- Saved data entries

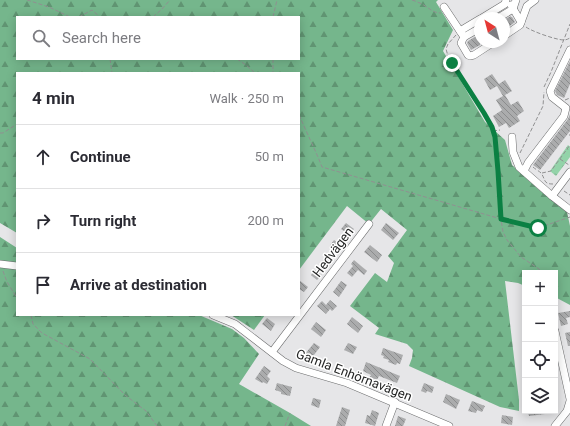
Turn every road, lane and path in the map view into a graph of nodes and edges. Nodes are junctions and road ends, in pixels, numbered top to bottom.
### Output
1 (27, 0) edge
2 (170, 0) edge
3 (277, 0) edge
4 (412, 0) edge
5 (507, 0) edge
6 (516, 0) edge
7 (535, 0) edge
8 (513, 9) junction
9 (446, 10) joint
10 (492, 12) edge
11 (508, 12) edge
12 (68, 16) edge
13 (81, 16) edge
14 (99, 16) edge
15 (154, 16) edge
16 (273, 16) edge
17 (522, 22) junction
18 (474, 24) edge
19 (570, 24) edge
20 (474, 30) edge
21 (510, 32) edge
22 (461, 34) junction
23 (570, 38) edge
24 (564, 40) junction
25 (484, 48) edge
26 (570, 50) edge
27 (110, 60) edge
28 (238, 60) edge
29 (273, 60) edge
30 (112, 72) edge
31 (254, 72) edge
32 (273, 72) edge
33 (568, 109) edge
34 (300, 117) edge
35 (16, 125) edge
36 (500, 130) dead end
37 (492, 131) junction
38 (0, 134) edge
39 (512, 137) dead end
40 (570, 145) edge
41 (560, 159) junction
42 (516, 160) junction
43 (528, 163) junction
44 (570, 166) edge
45 (524, 171) junction
46 (570, 172) edge
47 (541, 173) junction
48 (559, 187) junction
49 (570, 195) edge
50 (552, 196) junction
51 (570, 210) edge
52 (570, 217) edge
53 (501, 219) junction
54 (369, 224) dead end
55 (0, 264) edge
56 (16, 266) edge
57 (540, 270) edge
58 (4, 272) dead end
59 (16, 296) edge
60 (300, 315) edge
61 (31, 316) edge
62 (215, 316) edge
63 (299, 316) edge
64 (557, 342) edge
65 (272, 352) junction
66 (570, 400) edge
67 (395, 402) junction
68 (290, 413) dead end
69 (157, 426) edge
70 (285, 426) edge
71 (386, 426) edge
72 (450, 426) edge
73 (555, 426) edge

1 - 12 path
2 - 15 path
3 - 16 path
4 - 9 path
5 - 8 street
5 - 10 street
6 - 8 street
7 - 17 street
8 - 11 street
8 - 17 street
9 - 22 street
13 - 14 path
17 - 21 street
17 - 24 path
18 - 22 street
19 - 24 path
20 - 22 street
22 - 25 street
22 - 37 path
23 - 24 path
24 - 42 path
26 - 33 street
27 - 30 path
28 - 31 path
29 - 32 path
33 - 43 street
34 - 53 path
35 - 38 path
36 - 37 path
37 - 53 path
39 - 42 street
40 - 41 path
41 - 44 path
41 - 47 path
42 - 45 street
43 - 45 street
43 - 47 path
45 - 50 street
46 - 48 street
47 - 48 path
48 - 49 path
48 - 50 street
50 - 51 street
52 - 53 path
53 - 57 path
54 - 60 street, Hedvägen
55 - 56 street
58 - 59 path
61 - 69 path
62 - 65 street, Gamla Enhörnavägen
63 - 65 street, Hedvägen
64 - 66 street
65 - 67 street, Gamla Enhörnavägen
66 - 73 street
67 - 71 street
67 - 72 street, Gamla Enhörnavägen
68 - 70 path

- Required work
Every line from the data above that contains "dead" must appear in the answer.

- Task answer
36 (500, 130) dead end
39 (512, 137) dead end
54 (369, 224) dead end
58 (4, 272) dead end
68 (290, 413) dead end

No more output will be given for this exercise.